Post Nuptial Agreement

A Post Nuptial Agreement has all the same elements as a Prenuptial Agreement, except that it is executed by both parties after they marry.

The parties during their marriage disclose to each other all the money and assets currently owned by each, both separate property and marital property. Then they set forth the rights and responsibilities each party will have during the marriage, including how their money and property will be divided in the event of a divorce,separation or death of one or both of them.

A Post Nuptial Agreement can establish what kind of support either party will pay to the other during or after a divorce, or alternatively direct that there will be no support payable. However, it must be noted that spousal support will be awarded by a court if one spouse earns significantly less than the other, or forgoes a career for the betterment of the household to raise children, or care for an ailing relative during the marriage. Spousal support would continue until that party became financially viable or remarried.

With respect to property, any property and assets brought to the marriage by one party are called separate property. As long as this property is kept separate from the property that both parties obtain together, the separate property continues to remain the property of that spouse during and after the marriage, as long as this property is specifically identified in the Agreement as separate property. If property is co-mingled or placed in both names, then it is considered to be marital property and will be subject to a division in the event of a divorce.

Child support, custody and visitation issues cannot be addressed in a Post Nuptial Agreement. The court will determine whether the provisions of the Agreement are in the best interest of the child, therefore such issues will be resolved by the court during the divorce proceedings.

Also, a Post Nuptial Agreement can address the matter of support for children from previous relationships who are not the biological children of both parties in the event of a marital breakdown.
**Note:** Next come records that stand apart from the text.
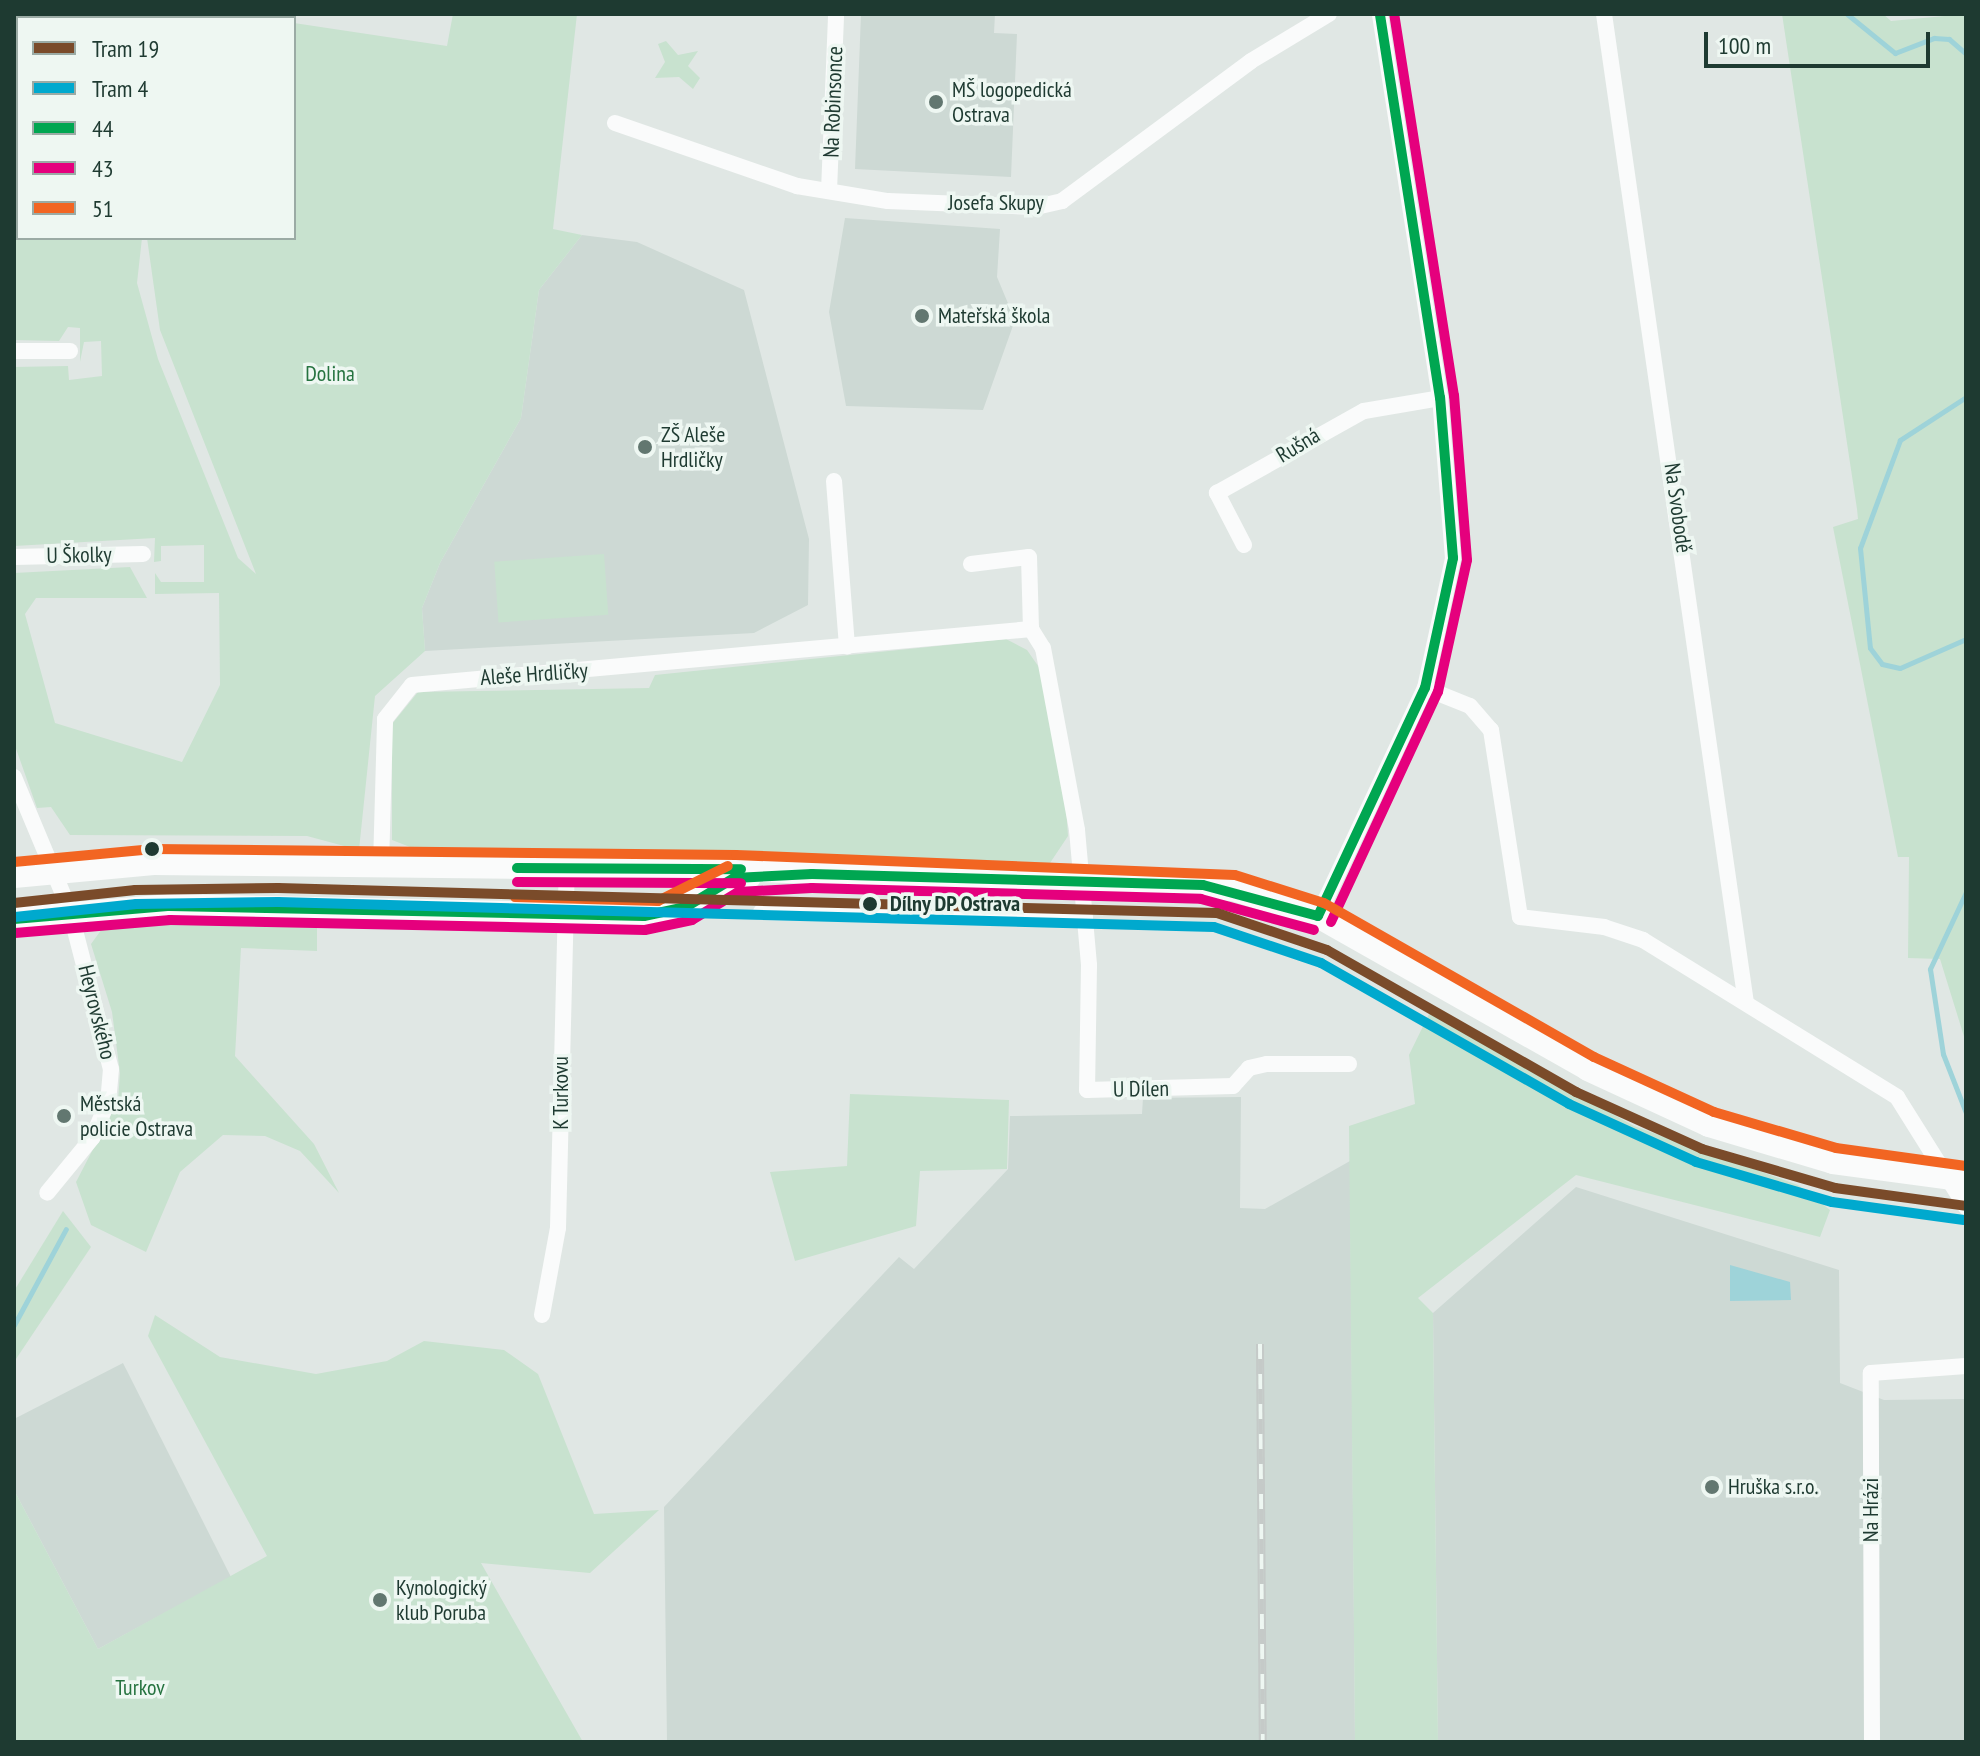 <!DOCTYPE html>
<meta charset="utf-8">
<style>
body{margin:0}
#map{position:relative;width:1980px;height:1756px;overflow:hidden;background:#e0e7e4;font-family:"PT Sans Narrow",sans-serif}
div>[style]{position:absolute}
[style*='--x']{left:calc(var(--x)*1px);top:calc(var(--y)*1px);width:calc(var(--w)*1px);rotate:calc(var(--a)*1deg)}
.built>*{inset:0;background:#cdd9d4}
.green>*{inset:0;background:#c8e2cf;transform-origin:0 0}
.water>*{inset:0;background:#9ed3d9}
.stream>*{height:5px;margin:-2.5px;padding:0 2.5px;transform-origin:2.5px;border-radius:2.5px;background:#9ed3d9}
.street>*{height:16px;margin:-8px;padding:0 8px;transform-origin:8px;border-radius:8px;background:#fafbfb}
.secondary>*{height:24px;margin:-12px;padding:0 12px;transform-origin:12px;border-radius:12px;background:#fafbfb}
.rail>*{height:8px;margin-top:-4px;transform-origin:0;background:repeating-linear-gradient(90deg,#eef7f2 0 15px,#c5cac8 0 30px);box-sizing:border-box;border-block:2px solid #c5cac8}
.bus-1>*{height:10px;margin:-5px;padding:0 5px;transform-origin:5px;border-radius:5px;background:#00a651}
.bus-2>*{height:10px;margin:-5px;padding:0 5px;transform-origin:5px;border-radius:5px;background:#e5007d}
.bus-3>*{height:10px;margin:-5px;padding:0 5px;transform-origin:5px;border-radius:5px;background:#f26522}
.tram-1>*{height:10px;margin:-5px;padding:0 5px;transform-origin:5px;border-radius:5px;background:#7a4b2a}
.tram-2>*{height:10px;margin:-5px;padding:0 5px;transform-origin:5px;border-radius:5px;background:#00a9ce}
.dots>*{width:22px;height:22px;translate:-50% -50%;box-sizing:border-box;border:4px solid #eef7f2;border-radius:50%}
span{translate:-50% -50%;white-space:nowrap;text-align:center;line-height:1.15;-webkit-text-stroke:7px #eef7f2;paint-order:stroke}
.poi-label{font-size:22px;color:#1e3a31}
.left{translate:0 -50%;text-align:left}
.street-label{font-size:22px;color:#1e3a31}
.park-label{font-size:22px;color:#267340}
.stop-label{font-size:22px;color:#1e3a31;font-weight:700}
.frame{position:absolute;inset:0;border:16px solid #1e3a31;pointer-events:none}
.legend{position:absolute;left:16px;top:16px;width:280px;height:224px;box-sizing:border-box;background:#eef7f2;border:2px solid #9baba5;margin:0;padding:10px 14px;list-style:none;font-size:24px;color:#1e3a31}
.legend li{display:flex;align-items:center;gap:16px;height:40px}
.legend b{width:40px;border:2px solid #9baba5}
.scale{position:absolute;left:1704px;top:32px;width:226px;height:36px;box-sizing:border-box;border:4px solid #1e3a31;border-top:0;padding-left:10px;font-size:24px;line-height:28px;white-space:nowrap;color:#1e3a31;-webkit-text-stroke:6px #eef7f2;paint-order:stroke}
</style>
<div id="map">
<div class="built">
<i style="clip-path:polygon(861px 14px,995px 14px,994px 33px,1017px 34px,1011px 177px,855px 169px)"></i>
<i style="clip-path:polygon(845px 218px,1000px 229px,997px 277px,1015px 320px,983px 410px,846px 406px,829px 312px)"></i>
<i style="clip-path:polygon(582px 235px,637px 242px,744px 290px,809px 539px,808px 605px,754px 633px,425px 651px,422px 608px,440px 563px,521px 418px,539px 290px)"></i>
<i style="clip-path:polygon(1241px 1097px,1240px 1208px,1265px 1209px,1350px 1161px,1355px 1742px,667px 1742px,664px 1507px,899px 1257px,914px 1269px,1008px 1169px,1010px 1116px,1142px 1114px,1143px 1098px)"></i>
<i style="clip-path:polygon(1576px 1187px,1839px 1270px,1840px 1383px,1884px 1400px,1966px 1399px,1966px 1742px,1438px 1742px,1433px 1313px)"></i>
<i style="clip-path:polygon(123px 1363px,231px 1577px,98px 1649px,14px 1490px,14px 1419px)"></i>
</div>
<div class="green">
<i style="clip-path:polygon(14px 14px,129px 14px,18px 18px,14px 135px)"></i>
<i style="clip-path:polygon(145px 14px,240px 14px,262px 18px,144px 18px)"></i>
<i style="clip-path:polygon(453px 14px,577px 14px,553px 229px,582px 235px,539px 290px,521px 418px,440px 563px,422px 608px,425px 651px,375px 696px,359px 850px,307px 836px,70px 835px,51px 807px,37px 808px,14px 743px,14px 573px,130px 567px,147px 598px,36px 598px,25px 614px,55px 723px,182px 762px,220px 685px,219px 593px,155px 594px,155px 573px,161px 582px,204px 582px,204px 545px,161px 546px,161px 561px,154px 562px,155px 538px,14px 546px,14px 367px,68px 366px,69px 380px,102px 376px,101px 341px,84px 342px,80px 362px,80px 328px,68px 327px,59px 341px,14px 340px,14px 162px,18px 238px,142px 238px,137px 283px,158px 359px,238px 558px,256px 574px,160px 330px,147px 238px,294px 238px,294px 23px,447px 46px)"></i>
<i style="clip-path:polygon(1782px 14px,1883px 14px,1891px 21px,1966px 14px,1966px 1043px,1940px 959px,1908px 958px,1909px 857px,1898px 857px,1833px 527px,1858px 519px,1857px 509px)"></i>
<i style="clip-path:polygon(666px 41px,678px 55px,698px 51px,688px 66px,700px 78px,693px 89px,679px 77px,655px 78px,665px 62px,658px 44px)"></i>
<i style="left:604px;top:554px;width:61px;height:110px;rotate:86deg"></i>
<i style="clip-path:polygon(1006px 639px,1027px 650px,1043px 673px,1065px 793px,1068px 836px,1048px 866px,598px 861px,423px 852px,392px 840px,392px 724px,418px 692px,649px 688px,655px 675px)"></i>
<i style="clip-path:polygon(224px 917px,317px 926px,317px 951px,241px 948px,235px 1056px,314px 1144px,339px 1193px,300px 1151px,265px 1136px,223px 1135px,180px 1172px,146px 1252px,91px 1225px,76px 1182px,118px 1101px,120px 1073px,112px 1012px,91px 944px,107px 922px,123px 918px)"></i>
<i style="clip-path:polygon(1430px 1012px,1634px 1126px,1798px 1185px,1830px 1210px,1820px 1237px,1576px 1175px,1418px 1298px,1433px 1313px,1438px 1742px,1355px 1742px,1349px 1126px,1415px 1104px,1409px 1055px)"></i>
<i style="clip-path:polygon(850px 1094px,1009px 1100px,1007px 1169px,920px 1171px,916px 1226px,795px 1261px,770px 1172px,847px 1166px)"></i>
<i style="clip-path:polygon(63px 1211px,91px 1247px,14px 1362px,14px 1291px)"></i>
<i style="clip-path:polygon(155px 1315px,220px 1357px,316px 1374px,387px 1361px,424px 1341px,504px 1350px,538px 1374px,594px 1514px,659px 1510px,590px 1573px,481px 1563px,583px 1742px,14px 1742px,14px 1490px,98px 1649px,267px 1556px,148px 1336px)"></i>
</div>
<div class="water">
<i style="clip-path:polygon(1730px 1265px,1790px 1282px,1791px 1300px,1730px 1301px)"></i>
</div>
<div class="stream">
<i style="--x:1847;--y:14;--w:62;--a:39.1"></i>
<i style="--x:1895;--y:53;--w:42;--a:-21"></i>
<i style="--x:1934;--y:38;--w:15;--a:4"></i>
<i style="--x:1949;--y:39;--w:23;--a:41"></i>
<i style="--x:1966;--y:397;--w:79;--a:146.9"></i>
<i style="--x:1900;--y:440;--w:115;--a:110.3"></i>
<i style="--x:1860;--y:548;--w:100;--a:84.3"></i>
<i style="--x:1870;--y:648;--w:20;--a:53"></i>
<i style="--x:1882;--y:664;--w:18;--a:13"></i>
<i style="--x:1900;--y:668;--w:72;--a:-23.7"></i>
<i style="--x:1966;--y:892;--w:85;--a:115.1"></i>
<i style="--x:1930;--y:969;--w:86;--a:81.3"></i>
<i style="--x:1943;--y:1054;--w:63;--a:68.7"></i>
<i style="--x:14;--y:1325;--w:109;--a:-61.6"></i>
</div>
<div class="street">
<i style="--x:1604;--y:14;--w:999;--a:81.83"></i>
<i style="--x:615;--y:123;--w:193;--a:19.1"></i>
<i style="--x:797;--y:186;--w:92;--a:9.4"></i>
<i style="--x:888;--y:201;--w:148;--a:2.3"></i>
<i style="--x:1036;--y:207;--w:27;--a:-13"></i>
<i style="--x:1062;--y:201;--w:235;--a:-36.5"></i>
<i style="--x:1251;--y:61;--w:91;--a:-31.1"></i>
<i style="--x:14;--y:146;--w:4;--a:0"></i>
<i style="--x:829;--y:191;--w:177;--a:-87.7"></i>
<i style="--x:14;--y:351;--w:56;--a:0"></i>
<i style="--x:834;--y:481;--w:166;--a:85.5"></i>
<i style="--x:1244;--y:545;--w:59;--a:-117.4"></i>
<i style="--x:1217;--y:493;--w:168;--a:-29.2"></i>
<i style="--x:1364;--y:411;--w:77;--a:-9.7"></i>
<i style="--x:14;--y:557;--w:129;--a:-1.3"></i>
<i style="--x:971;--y:564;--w:58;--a:-6.9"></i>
<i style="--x:1029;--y:557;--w:72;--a:88.4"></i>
<i style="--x:1031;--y:629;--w:22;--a:58"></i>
<i style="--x:1043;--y:648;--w:185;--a:79.4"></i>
<i style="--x:1077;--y:830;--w:136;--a:84.9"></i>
<i style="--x:1089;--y:965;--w:125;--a:90.9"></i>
<i style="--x:1087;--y:1090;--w:146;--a:-1.6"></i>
<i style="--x:1233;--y:1086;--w:24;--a:-48"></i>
<i style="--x:1249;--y:1068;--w:18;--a:-13"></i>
<i style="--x:1267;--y:1064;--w:82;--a:0"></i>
<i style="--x:1425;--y:688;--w:48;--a:21.8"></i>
<i style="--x:1470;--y:706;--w:32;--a:49"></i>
<i style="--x:1491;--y:730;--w:189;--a:81.2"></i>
<i style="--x:1520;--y:917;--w:85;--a:6.8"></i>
<i style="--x:1604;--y:927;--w:41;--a:18.4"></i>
<i style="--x:1643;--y:940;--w:299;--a:31.7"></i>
<i style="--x:1897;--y:1097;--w:130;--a:57.9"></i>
<i style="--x:14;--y:777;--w:145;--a:67.3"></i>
<i style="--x:70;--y:911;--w:163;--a:75.5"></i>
<i style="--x:111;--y:1069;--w:32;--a:95"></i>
<i style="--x:108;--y:1101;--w:39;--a:113"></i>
<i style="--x:93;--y:1137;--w:72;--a:129.4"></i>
<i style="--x:381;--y:866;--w:147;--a:-88.4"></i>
<i style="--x:385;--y:719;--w:43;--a:-51.5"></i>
<i style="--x:412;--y:685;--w:622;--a:-5.17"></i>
<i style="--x:761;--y:912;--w:324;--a:0.9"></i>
<i style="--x:1318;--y:916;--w:252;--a:-64.9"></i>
<i style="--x:1425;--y:688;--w:133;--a:-77.8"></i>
<i style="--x:1453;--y:558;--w:161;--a:-94.6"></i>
<i style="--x:1440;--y:398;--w:389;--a:-98.9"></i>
<i style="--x:542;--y:1315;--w:88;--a:-79.6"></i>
<i style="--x:558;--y:1228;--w:359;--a:-88.6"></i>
<i style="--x:1872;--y:1742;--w:369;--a:-90.2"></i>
<i style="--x:1871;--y:1373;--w:95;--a:-4.2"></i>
</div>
<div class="secondary">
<i style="--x:14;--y:876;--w:140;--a:-5.3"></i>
<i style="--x:153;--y:863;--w:583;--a:0.59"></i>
<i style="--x:736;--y:869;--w:497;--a:2.3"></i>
<i style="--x:1233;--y:889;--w:89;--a:17.6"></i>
<i style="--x:1318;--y:916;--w:310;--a:29.5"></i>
<i style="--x:1588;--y:1069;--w:133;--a:24.8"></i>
<i style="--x:1709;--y:1125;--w:129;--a:16.6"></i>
<i style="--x:1833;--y:1162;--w:134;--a:7.7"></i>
<i style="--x:14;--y:919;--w:157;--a:-4.8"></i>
<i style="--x:170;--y:906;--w:474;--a:1.2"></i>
<i style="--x:644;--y:916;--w:35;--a:-12"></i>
<i style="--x:678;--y:909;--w:78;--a:-24.3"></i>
</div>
<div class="rail">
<i style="--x:1260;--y:1344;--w:398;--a:89.6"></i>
</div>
<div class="bus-1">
<i style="--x:517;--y:868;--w:224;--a:0.3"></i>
<i style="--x:1318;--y:916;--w:252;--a:-64.9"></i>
<i style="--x:1425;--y:688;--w:133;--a:-77.8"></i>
<i style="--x:1453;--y:558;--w:161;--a:-94.6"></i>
<i style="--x:1440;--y:398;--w:389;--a:-98.9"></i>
<i style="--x:14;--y:919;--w:157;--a:-4.8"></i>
<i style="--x:170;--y:906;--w:474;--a:1.2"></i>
<i style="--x:644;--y:916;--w:43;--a:-12.1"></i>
<i style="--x:686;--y:907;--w:56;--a:-31.1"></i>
<i style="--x:734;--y:878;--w:78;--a:-2.9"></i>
<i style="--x:812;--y:874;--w:391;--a:1.6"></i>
<i style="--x:1203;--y:885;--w:119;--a:15.1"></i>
</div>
<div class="bus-2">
<i style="--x:517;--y:882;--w:224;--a:0.3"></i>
<i style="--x:1331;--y:922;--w:254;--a:-65.1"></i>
<i style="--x:1438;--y:692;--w:135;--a:-77.6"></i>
<i style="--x:1467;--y:560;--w:165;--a:-94.5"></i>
<i style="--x:1454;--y:396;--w:387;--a:-98.9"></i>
<i style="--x:15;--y:933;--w:156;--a:-4.8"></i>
<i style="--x:170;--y:920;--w:475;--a:1.2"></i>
<i style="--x:645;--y:930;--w:48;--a:-12"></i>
<i style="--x:692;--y:920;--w:54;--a:-31.3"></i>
<i style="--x:738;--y:892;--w:74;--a:-3.1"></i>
<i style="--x:812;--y:888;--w:389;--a:1.6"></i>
<i style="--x:1201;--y:899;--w:117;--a:15.3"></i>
</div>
<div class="bus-3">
<i style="--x:14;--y:862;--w:140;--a:-5.3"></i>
<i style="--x:153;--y:849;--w:583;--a:0.59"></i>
<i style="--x:736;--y:855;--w:499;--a:2.3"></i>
<i style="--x:1235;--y:875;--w:93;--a:17.5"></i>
<i style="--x:1324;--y:903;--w:311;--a:29.7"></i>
<i style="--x:1594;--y:1057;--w:132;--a:24.6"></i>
<i style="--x:1714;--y:1112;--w:127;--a:16.4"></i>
<i style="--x:1836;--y:1148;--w:131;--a:7.9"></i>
<i style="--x:515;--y:897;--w:143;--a:1.6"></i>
<i style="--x:658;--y:901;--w:78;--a:-26.6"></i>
</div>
<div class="tram-1">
<i style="--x:14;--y:903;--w:122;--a:-6.1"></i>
<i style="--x:135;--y:890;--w:143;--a:-0.8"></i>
<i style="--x:278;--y:888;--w:939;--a:1.53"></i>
<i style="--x:1217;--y:913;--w:116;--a:18.6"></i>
<i style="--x:1327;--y:950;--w:287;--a:29.7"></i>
<i style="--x:1576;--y:1092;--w:138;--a:24.3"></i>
<i style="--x:1702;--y:1149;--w:139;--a:16.3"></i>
<i style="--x:1835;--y:1188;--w:132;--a:7.8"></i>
</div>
<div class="tram-2">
<i style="--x:15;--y:917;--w:122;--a:-6.1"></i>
<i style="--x:136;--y:904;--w:142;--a:-0.8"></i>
<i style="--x:278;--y:902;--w:936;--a:1.53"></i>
<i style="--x:1214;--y:927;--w:113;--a:18.6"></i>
<i style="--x:1321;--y:963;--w:285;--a:29.6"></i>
<i style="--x:1569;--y:1104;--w:140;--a:24.5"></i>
<i style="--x:1696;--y:1162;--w:142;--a:16.4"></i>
<i style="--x:1832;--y:1202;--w:133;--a:7.8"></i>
</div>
<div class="dots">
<i style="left:936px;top:102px;background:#627770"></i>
<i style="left:922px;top:316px;background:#627770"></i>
<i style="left:645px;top:447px;background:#627770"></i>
<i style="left:152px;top:849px;background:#1e3a31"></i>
<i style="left:870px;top:904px;background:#1e3a31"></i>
<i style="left:64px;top:1116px;background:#627770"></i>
<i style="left:1712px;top:1487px;background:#627770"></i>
<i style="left:380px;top:1600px;background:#627770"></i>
</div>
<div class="poi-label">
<span class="left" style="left:952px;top:102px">MŠ logopedická<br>Ostrava</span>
<span class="left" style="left:938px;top:316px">Mateřská škola</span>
<span class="left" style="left:661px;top:447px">ZŠ Aleše<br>Hrdličky</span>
<span class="left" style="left:80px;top:1116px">Městská<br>policie Ostrava</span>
<span class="left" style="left:1728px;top:1487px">Hruška s.r.o.</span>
<span class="left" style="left:396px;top:1600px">Kynologický<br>klub Poruba</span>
</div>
<div class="street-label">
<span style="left:833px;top:102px;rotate:-88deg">Na Robinsonce</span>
<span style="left:996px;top:203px">Josefa Skupy</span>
<span style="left:1298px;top:445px;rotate:-31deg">Rušná</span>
<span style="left:1678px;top:508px;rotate:82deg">Na Svobodě</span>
<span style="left:79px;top:555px;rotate:-1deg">U Školky</span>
<span style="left:534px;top:674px;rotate:-4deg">Aleše Hrdličky</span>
<span style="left:97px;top:1012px;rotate:76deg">Heyrovského</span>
<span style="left:1141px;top:1089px;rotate:-1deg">U Dílen</span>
<span style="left:561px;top:1093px;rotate:-90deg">K Turkovu</span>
<span style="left:1871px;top:1510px;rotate:-90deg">Na Hrázi</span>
</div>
<div class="park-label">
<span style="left:330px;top:374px">Dolina</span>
<span style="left:140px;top:1688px">Turkov</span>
</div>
<div class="stop-label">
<span class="left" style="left:890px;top:904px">Dílny DP Ostrava</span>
</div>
<div class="frame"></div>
<ul class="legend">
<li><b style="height:10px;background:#7a4b2a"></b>Tram 19</li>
<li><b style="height:10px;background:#00a9ce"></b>Tram 4</li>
<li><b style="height:10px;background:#00a651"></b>44</li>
<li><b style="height:10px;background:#e5007d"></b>43</li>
<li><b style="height:10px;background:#f26522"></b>51</li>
</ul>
<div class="scale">100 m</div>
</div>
The couple may protect a business or investments as well as safeguarding trusts for children and other beneficiaries.

A Post Nuptial Agreement can specify that pre-marriage debts brought into the marriage by one spouse will be the responsibility of that spouse.

Therefore, the Post Nuptial Agreement gives both spouses a way to legally specify the way property and finances are to be handled during the marriage and in the event of a separation or divorce.

The validity of a Post Nuptial Agreement may be challenged by either spouse on the same basis as a challenge to a Prenuptial Agreement - fraud, duress and undue influence, lack of independent legal advice, non disclosure or undervaluing of assets,and unfair provisions.